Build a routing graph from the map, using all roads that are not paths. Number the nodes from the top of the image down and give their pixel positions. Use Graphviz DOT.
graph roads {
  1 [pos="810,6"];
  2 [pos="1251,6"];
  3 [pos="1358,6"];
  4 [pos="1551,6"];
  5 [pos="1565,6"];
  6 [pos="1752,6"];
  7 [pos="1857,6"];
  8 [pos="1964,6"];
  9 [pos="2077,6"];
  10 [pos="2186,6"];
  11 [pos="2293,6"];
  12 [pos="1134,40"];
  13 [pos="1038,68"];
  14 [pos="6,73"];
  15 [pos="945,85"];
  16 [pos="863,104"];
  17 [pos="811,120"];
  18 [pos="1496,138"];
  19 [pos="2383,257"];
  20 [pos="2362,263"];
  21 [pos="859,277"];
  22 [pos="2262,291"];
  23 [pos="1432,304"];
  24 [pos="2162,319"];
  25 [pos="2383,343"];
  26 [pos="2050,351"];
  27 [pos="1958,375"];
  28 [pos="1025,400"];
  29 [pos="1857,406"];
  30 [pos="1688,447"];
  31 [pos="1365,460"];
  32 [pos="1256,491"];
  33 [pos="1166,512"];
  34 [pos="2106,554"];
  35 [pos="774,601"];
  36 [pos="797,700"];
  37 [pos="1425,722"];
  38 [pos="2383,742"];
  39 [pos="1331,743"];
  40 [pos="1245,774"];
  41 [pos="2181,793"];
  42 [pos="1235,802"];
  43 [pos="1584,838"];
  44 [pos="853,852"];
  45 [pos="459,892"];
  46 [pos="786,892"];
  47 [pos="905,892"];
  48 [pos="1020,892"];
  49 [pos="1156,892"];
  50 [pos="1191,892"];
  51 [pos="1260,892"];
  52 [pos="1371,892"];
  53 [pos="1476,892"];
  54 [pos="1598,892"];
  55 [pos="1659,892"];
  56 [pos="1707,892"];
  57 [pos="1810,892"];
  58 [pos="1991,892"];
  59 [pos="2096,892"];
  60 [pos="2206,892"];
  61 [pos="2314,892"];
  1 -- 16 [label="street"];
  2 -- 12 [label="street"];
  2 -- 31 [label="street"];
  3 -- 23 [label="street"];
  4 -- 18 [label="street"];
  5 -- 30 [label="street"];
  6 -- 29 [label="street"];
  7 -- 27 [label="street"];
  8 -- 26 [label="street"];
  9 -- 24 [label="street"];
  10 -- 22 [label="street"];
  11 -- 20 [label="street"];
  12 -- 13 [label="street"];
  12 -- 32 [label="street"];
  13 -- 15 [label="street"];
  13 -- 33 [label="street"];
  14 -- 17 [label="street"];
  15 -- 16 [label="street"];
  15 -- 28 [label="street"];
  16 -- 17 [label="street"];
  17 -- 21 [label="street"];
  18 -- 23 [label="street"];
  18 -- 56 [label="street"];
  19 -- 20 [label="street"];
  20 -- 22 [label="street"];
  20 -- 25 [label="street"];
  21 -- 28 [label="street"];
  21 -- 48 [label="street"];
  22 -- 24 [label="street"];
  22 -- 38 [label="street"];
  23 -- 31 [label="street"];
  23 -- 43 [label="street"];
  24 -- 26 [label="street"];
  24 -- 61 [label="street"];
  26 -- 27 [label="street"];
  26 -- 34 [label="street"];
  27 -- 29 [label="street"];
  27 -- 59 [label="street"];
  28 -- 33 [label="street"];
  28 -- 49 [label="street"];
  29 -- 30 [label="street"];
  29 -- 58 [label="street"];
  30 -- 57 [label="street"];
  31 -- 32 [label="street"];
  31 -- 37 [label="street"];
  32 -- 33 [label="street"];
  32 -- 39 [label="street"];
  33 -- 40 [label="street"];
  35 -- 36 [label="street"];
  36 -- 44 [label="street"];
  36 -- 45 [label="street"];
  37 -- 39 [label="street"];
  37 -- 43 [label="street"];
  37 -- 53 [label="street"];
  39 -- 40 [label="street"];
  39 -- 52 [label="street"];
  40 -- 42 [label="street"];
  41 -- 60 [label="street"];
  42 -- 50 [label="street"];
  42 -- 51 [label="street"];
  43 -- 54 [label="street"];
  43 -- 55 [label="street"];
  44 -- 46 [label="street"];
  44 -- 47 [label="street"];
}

TASK DIRECTIONS
Find every line in the records that has the word "roads". Copy those lines.

PROBLEM SOLUTION
Build a routing graph from the map, using all roads that are not paths. Number the nodes from the top of the image down and give their pixel positions. Use Graphviz DOT.
graph roads {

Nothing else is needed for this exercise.